Although EZLN communities in the highlands and the jungle are still quarreling with their neighbors over land the rebels took back from Chiapas ranchers in 1994, the EZLN is no longer under siege from the Mexican military which now limits itself to perfunctory patrols in their territories. Nonetheless, the enemy may be more insidious.

Whereas Chiapas was once governed by tyrants like Roberto Albores who delighted in violently dismantling autonomous communities, the present governor, Juan Sabines, who was elected on the PRD ticket, is always inviting the Zapatistas to dialogue and promulgates flawed Indian Right laws. To burnish his image of benevolence, Sabines liberally spreads around large sums of cash to the very venial Chiapas media. The largesse has even found its way into unlikely pockets: La Jornada, Mexico’s only left daily and a vocal champion of the Zapatista cause for the past 16 years, is now allotted generous subsidies for running Sabines government publicity and publishing “gacetillas”, press bulletins that are published as if they were news stories. The fresh cash is a welcome source of revenue for La Jornada in a recession year when Mexican newspapers are being hammered, the management explains.
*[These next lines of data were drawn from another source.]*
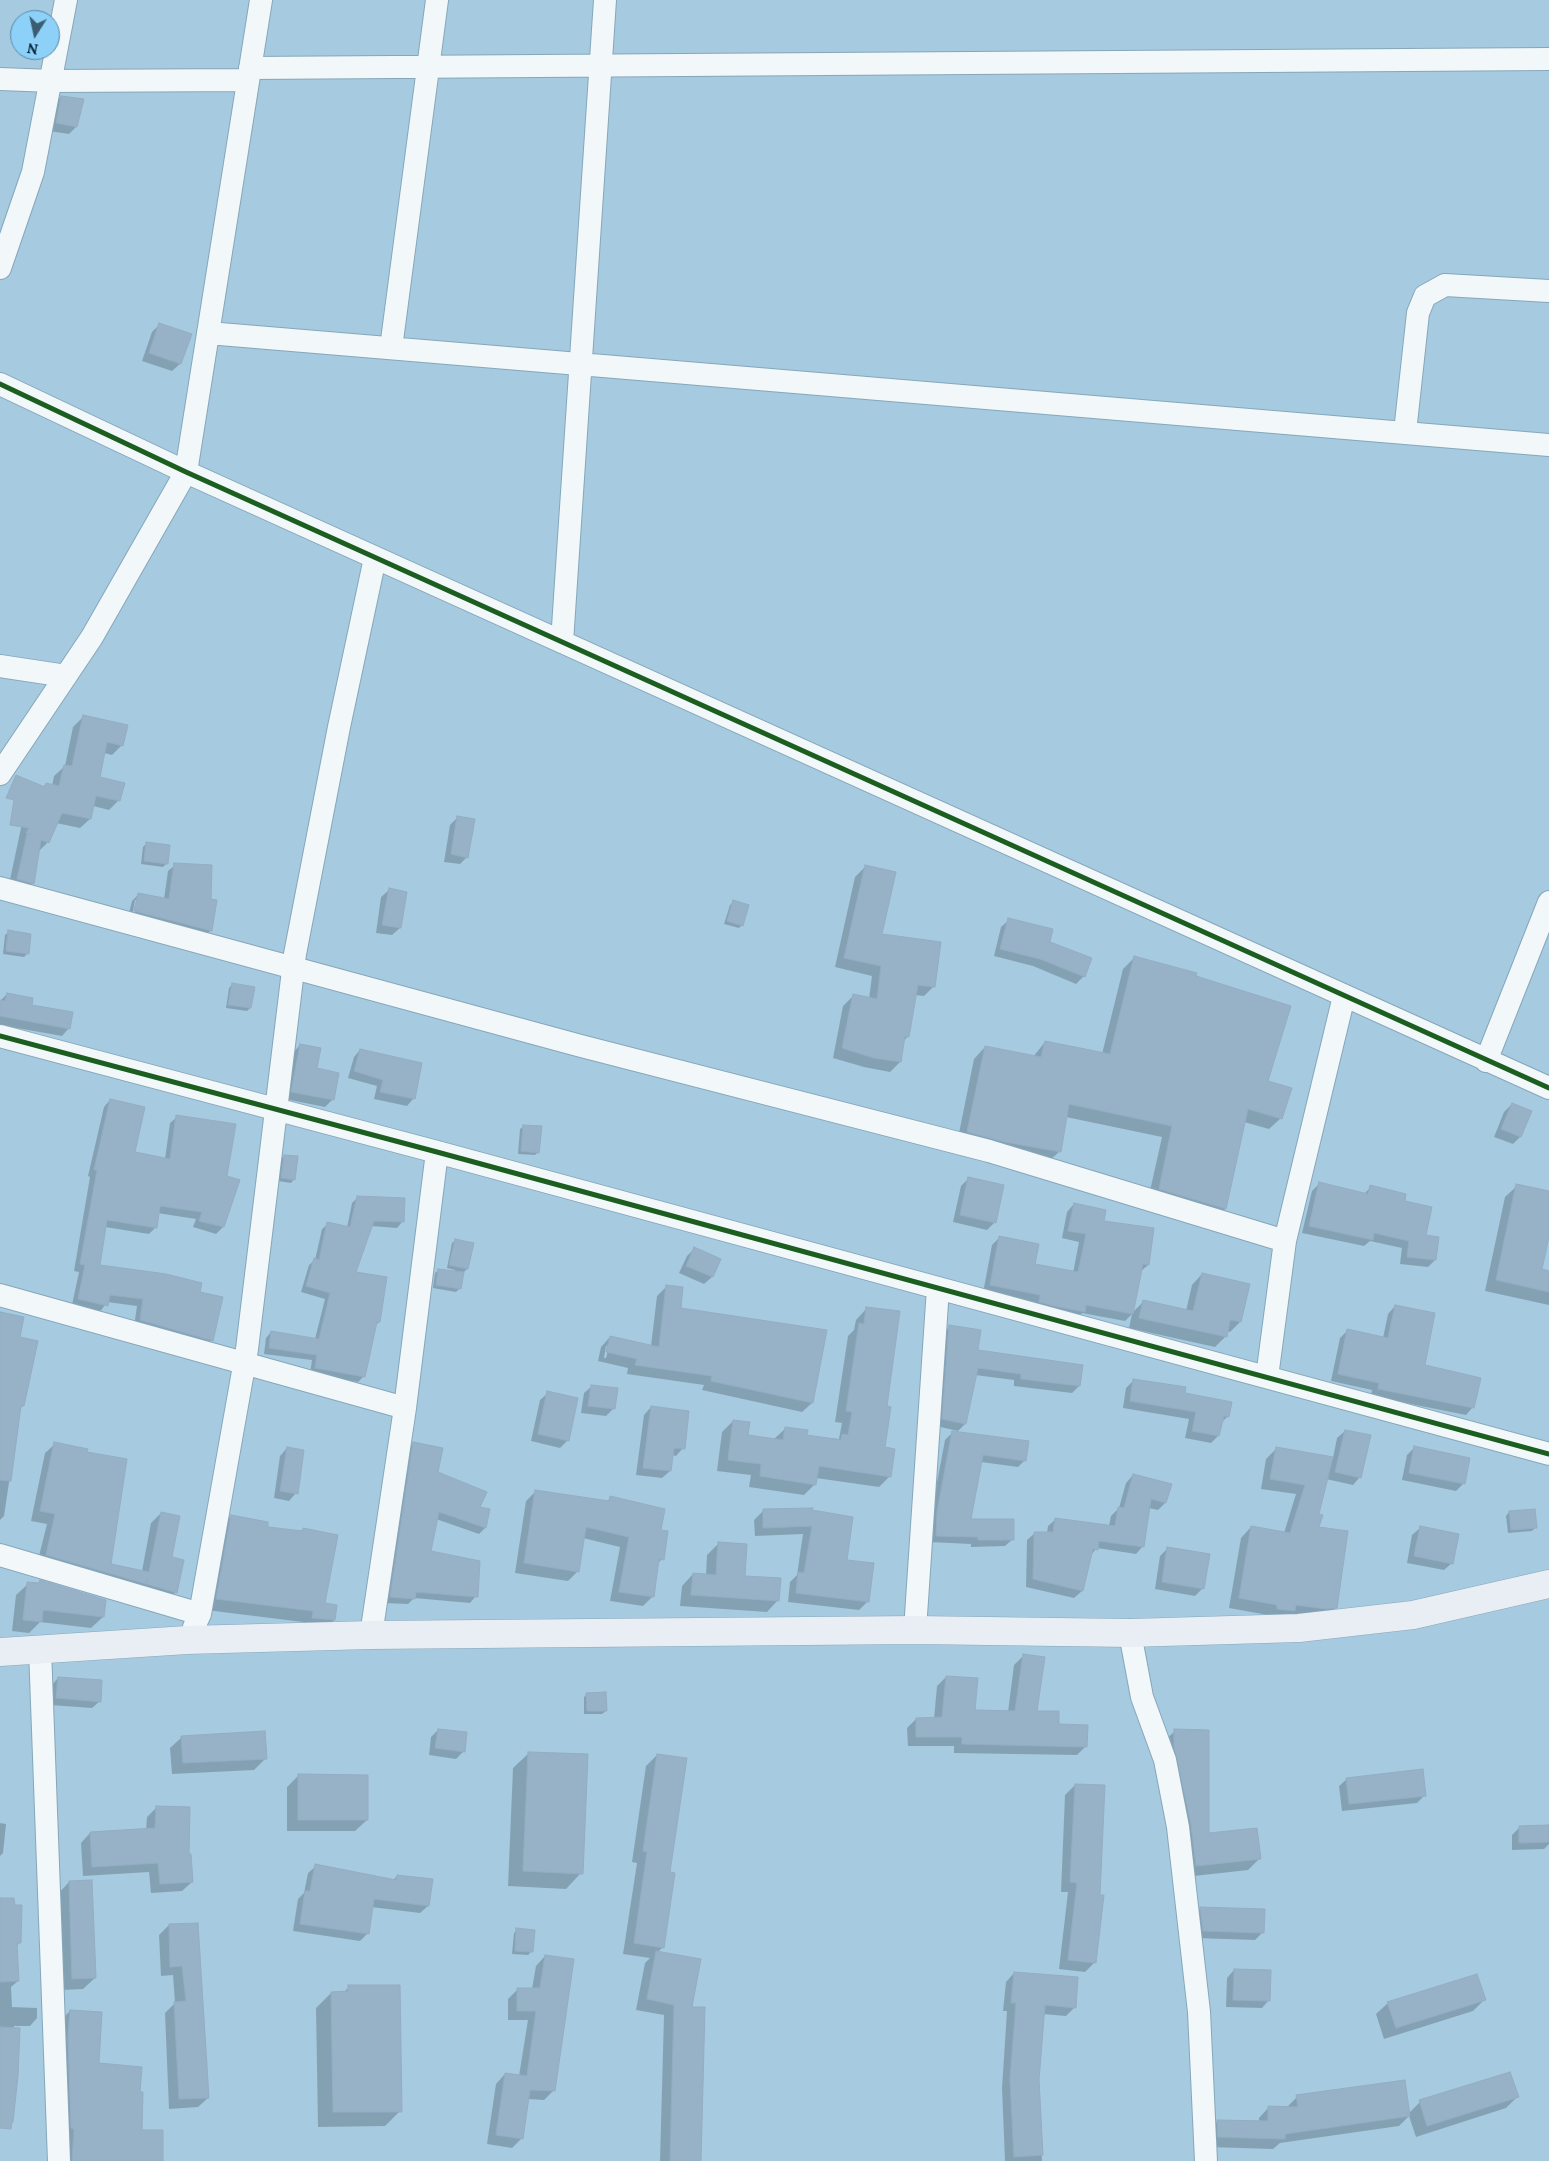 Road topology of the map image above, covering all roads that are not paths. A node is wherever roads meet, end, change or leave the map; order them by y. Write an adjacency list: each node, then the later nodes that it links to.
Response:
1 (66, 0): 10 (street)
2 (261, 0): 8 (street)
3 (437, 0): 7 (street)
4 (605, 0): 6 (street)
5 (1549, 59): 6 (street)
6 (600, 66): 7 (street); 15 (street)
7 (428, 67): 8 (street); 14 (street)
8 (249, 74): 10 (street); 13 (street)
9 (0, 79): 10 (street)
10 (52, 81): 11 (street)
11 (0, 268)
12 (1549, 291): 17 (street)
13 (208, 333): 14 (street); 19 (street)
14 (390, 348): 15 (street)
15 (580, 364): 17 (street); 21 (street)
16 (0, 384): 19 (street)
17 (1406, 432): 18 (street)
18 (1549, 445)
19 (186, 472): 20 (street); 23 (street)
20 (375, 558): 21 (street); 27 (street)
21 (562, 642): 28 (street)
22 (0, 666): 23 (street)
23 (66, 676): 24 (street)
24 (0, 774)
25 (0, 888): 27 (street)
26 (1549, 902): 30 (street)
27 (293, 967): 32 (street); 34 (street)
28 (1344, 996): 30 (street); 34 (street)
29 (0, 1036): 32 (street)
30 (1486, 1061): 31 (street)
31 (1549, 1088)
32 (277, 1108): 33 (street); 37 (street)
33 (437, 1152): 35 (street); 39 (street)
34 (1285, 1242): 38 (street)
35 (938, 1288): 38 (street); 44 (street)
36 (0, 1295): 37 (street)
37 (245, 1363): 39 (street); 43 (street)
38 (1267, 1377): 40 (street)
39 (404, 1408): 46 (street)
40 (1549, 1454)
41 (0, 1554): 43 (street)
42 (1549, 1584): 45 (main road)
43 (200, 1614): 47 (street)
44 (915, 1630): 45 (main road); 46 (main road)
45 (1130, 1633): 51 (street)
46 (371, 1635): 47 (main road)
47 (187, 1640): 48 (main road)
48 (40, 1649): 49 (main road); 50 (street)
49 (0, 1652)
50 (59, 2161)
51 (1206, 2161)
The Chiapas governor is a nephew of Mexico’s most popular romantic poet, Jaime Sabines, and the son of a former governor – unlike his father, also Juan, who is deemed responsible for the slaughter of dozens of indigenas at Golonchan in 1979, Junior has no Indian blood on his hands – yet.

Juan Sabines aligned himself with the PRD after his own party, the once-and-future ruling PRI, rejected his candidacy. Since his narrow victory in the 2006 election, the governor has veered to the right, meeting frequently with Mexican President Felipe Calderon of the conservative PAN and has broken all ties with Lopez Obrador who once hailed his victory as a triumph for the electoral left.

Last November, as rumors generated by Sabines’ media machine swirled that the Zapatistas would rise on the 20th of the month, the 99th anniversary of the Mexican Revolution, the Chiapas state congress under the baton of the Governor installed a commission to “dialogue” with the Zapatistas. The Chiapas “prensa vendida” (and La Jornada) reported that the rebels had approached Sabines seeking legal recognition in order to finance social projects.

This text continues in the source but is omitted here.